When I was getting started I took on pretty much every challenge and hated a lot of things I had to do. Now that I am focused on it as more of a hobby I can match myself with customers really well because I know what to ask.

In fact the only customer I had to turn down, after starting a project, was an email fax company that wanted me to find a graphical way of promoting their virtual service. I initially pitched the idea of some various images showing happy people using the service, and unhappy/frustrated people doing things the old-fashioned way. While that seemed fine the execution flopped and none of the pictures were anything I wanted to sell so I apologized for the time wasted and gave them some good leads on other solutions.

I actually got a referral back from the fellow they went with, so it was a zero sum loss, and has potential for more referrals too!

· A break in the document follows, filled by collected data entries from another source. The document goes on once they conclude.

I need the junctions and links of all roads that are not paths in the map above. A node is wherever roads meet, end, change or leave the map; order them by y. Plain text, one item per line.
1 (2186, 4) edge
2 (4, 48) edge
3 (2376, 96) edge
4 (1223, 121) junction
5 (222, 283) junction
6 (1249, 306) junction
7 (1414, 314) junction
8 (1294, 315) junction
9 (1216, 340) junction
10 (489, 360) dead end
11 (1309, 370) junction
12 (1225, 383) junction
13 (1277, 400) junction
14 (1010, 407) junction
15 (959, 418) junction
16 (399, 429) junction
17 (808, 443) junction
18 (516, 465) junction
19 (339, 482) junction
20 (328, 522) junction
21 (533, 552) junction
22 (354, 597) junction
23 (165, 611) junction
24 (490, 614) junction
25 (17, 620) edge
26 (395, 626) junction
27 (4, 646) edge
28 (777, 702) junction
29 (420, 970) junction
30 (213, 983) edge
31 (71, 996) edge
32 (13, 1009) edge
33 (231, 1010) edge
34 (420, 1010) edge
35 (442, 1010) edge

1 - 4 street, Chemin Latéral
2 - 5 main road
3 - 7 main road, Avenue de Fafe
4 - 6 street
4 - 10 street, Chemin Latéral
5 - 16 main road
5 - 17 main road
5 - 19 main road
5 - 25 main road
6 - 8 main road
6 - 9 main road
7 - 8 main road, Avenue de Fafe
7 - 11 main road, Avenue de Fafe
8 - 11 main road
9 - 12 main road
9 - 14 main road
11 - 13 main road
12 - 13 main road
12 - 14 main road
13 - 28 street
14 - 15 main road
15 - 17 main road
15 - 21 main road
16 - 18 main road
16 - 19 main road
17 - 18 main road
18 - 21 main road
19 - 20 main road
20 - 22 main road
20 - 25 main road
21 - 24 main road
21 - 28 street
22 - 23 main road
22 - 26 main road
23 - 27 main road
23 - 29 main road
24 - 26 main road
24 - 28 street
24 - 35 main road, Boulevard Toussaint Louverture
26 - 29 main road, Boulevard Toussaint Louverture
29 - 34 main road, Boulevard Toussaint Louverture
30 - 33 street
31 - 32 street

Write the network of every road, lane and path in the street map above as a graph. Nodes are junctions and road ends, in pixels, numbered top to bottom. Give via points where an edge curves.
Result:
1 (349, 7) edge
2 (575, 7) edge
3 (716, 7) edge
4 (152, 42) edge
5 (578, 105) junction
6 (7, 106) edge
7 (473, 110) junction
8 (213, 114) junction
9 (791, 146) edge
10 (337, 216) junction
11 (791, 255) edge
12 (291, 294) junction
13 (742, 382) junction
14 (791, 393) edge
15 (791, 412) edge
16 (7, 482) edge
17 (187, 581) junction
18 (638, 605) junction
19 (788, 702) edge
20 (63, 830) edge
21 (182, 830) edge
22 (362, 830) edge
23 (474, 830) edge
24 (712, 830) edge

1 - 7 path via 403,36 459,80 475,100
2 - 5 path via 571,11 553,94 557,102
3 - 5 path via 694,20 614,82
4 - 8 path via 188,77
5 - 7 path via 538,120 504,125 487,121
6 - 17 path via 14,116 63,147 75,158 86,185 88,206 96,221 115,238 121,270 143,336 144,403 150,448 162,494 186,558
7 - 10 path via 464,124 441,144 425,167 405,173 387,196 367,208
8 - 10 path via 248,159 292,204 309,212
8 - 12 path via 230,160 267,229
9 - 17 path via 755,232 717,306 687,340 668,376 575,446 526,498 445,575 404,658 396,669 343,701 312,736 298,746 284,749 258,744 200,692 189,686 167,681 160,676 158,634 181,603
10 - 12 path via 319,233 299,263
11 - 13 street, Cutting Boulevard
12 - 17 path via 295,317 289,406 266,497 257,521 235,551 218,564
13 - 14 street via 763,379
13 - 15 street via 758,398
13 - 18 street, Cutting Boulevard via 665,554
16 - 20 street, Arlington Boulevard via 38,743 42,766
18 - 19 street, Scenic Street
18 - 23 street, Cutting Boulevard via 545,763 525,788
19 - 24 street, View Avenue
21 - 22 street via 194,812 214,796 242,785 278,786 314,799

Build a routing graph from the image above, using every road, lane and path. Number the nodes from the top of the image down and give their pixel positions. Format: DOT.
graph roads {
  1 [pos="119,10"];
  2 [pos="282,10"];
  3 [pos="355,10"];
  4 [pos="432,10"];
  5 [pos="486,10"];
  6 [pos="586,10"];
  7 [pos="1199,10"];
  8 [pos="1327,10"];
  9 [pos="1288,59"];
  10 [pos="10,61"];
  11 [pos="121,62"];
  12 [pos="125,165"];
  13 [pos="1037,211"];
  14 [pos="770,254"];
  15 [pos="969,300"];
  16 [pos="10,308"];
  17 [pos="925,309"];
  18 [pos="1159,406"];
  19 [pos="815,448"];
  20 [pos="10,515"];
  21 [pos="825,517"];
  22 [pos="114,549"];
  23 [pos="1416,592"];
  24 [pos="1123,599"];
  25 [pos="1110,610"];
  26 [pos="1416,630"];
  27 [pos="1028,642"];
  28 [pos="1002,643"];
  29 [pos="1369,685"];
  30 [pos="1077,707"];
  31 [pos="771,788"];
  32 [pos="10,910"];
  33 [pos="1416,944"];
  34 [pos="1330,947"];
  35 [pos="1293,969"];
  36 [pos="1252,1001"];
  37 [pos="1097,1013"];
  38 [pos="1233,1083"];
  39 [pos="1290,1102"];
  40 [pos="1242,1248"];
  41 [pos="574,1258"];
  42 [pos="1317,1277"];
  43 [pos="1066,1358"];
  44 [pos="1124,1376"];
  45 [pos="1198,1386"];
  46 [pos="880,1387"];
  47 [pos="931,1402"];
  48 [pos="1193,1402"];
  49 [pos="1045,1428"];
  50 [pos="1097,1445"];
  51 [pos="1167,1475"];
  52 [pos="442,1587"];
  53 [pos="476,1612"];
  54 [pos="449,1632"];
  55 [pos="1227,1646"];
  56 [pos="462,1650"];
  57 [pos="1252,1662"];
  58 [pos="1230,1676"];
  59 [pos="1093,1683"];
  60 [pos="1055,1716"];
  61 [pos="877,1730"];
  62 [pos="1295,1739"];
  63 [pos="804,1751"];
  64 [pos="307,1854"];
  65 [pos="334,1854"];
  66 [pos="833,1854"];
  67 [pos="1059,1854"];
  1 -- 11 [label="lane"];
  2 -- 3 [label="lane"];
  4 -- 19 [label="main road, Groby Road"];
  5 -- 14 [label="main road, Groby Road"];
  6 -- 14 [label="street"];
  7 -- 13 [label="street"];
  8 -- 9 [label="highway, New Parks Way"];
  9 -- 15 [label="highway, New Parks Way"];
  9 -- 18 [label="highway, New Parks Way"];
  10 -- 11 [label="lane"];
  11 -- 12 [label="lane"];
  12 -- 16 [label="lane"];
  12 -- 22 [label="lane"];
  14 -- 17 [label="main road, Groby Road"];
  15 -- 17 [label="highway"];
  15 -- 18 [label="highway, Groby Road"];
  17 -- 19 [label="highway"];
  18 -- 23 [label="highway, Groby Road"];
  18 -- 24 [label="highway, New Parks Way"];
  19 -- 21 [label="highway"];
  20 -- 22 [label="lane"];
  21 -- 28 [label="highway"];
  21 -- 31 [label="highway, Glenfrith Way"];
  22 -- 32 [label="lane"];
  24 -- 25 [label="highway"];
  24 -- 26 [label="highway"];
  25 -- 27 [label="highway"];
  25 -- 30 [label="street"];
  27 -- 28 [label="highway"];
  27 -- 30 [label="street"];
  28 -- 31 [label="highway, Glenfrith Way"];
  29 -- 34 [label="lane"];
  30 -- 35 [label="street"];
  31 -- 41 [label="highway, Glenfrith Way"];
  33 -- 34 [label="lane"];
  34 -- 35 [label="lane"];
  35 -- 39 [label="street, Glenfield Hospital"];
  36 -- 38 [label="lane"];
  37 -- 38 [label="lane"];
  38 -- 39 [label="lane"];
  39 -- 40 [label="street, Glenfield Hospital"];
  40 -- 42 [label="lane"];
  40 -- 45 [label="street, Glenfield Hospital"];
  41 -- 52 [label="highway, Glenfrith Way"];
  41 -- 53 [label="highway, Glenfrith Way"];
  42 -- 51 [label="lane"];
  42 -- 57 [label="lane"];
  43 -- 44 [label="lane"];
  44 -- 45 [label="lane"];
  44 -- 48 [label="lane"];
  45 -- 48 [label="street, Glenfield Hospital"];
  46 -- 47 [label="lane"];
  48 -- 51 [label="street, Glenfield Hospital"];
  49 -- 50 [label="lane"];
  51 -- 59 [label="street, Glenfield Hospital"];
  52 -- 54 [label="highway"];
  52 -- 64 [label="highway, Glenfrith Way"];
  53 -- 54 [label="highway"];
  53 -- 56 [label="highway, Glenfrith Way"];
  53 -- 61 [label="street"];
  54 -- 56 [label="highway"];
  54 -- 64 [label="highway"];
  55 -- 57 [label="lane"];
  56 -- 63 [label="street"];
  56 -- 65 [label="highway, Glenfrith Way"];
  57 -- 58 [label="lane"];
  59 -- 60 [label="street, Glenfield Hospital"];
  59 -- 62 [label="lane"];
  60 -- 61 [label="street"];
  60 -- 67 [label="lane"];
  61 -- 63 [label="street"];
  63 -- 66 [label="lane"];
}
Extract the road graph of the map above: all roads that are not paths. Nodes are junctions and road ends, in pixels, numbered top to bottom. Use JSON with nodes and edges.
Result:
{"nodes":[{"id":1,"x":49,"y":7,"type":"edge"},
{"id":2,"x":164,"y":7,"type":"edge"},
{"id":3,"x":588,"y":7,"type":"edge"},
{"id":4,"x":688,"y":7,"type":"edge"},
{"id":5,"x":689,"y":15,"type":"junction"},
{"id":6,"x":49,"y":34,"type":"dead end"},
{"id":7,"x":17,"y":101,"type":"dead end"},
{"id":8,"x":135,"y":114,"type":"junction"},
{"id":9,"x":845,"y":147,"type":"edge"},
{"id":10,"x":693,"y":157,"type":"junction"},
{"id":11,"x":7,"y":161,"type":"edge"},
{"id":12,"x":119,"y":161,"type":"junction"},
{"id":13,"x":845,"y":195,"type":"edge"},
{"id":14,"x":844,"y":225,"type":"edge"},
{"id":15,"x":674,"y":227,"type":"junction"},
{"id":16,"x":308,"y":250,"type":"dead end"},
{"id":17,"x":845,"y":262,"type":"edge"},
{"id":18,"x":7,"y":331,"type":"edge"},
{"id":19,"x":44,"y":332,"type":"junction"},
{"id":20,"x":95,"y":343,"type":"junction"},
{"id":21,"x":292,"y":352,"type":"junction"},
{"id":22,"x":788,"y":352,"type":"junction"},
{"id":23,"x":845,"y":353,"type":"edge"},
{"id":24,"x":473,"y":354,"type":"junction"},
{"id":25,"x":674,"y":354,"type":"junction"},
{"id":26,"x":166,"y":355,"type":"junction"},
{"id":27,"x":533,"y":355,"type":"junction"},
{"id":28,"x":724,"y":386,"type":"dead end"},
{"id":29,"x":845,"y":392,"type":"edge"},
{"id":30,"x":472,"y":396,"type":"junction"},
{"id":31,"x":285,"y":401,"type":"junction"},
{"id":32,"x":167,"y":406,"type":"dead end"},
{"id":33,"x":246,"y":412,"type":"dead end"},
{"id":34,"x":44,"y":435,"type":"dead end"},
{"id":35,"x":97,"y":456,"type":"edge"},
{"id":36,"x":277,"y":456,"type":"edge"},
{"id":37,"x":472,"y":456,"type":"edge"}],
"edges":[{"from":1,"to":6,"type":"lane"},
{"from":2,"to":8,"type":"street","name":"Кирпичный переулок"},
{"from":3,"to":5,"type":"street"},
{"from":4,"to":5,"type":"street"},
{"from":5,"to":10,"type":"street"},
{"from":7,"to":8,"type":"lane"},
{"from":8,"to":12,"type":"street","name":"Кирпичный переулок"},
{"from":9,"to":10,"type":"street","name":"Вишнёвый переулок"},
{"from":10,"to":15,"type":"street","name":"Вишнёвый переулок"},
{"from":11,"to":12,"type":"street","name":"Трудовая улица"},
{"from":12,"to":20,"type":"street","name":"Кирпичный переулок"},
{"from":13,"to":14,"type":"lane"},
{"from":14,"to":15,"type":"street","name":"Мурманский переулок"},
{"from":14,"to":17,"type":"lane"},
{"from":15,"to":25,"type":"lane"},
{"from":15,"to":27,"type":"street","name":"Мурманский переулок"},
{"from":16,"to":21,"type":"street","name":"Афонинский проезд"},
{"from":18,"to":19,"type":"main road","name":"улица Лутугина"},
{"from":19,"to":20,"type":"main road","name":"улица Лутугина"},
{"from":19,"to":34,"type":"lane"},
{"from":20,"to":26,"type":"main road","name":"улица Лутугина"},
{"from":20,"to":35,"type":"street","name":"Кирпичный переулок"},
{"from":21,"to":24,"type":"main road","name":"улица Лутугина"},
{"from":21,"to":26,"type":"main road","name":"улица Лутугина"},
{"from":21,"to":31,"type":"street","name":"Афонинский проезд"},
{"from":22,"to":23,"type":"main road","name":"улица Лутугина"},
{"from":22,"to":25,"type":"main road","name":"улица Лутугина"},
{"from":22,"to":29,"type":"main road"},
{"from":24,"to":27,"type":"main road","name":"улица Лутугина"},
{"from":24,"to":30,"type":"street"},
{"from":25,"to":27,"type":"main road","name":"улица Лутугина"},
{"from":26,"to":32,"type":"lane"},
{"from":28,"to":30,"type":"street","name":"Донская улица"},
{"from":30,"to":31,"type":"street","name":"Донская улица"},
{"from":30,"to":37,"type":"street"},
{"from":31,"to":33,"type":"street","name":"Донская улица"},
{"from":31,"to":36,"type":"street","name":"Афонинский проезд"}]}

Always keep the customer happy, and this is usually just a matter of good communications!


----------



## Robin Usagani (Jul 27, 2010)

If it is a wedding, didnt you have a meeting with them prior to the wedding to show your portfolio?  By then you have a feeling what they like and dont like.


----------



## aw2633 (Jul 27, 2010)

Schwettylens said:


> If it is a wedding, didnt you have a meeting with them prior to the wedding to show your portfolio?  By then you have a feeling what they like and dont like.



This was an engagement session and yes, she saw my portfolio and said she loved it. Her email this morning caught me off guard since her images are on par with my portfolio.


----------



## KmH (Jul 27, 2010)

Your contract should have language that covers this kind of situation, essentially saying: the client has seen your portoflio, is familiar with your editing style, and that image selection and editing are at at your sole discretion.

It is essential to qualify clients, however, once the contract is signed you are committed.

As Mike said, your pricing is a very effective way of qualifying your clients.

When your pricing is low, the client does not value your work nor your time, because apparently you don't either.


----------



## IlSan (Jul 27, 2010)

First off - fully agree with the pricing.
As long as the price resembles the "budget" category, then that is exactly what the clients are looking for that come to you. They want a relatively cheap photographer who will do a few photos for them in the style that they like.

Think about this - if you charged, I dunno, 2000 for a wedding people would take a lot more time studying your work as they are forking out a lot more money - and we all know, when it gets to money people tend to pay attention.

Yes, putting all this into a contract beforehand would help greatly, and you can then always refer back to the contract in case of disputes.

What I generally do is, I meet the potential client and have a coffee / tea. During this initial meeting I will bring some of my material along (specific to what the customer is looking for) and show them what style I shoot / edit. If they like what they see there, excellent - we go forward. If they do not like it, I either ask them to pass some samples along (only if I really want to work with them - that is a vibe thing, surely...) or refer them to a colleague. In my experience, never leave them hanging...always have a back up plan as this shows the customer that you are customer service oriented.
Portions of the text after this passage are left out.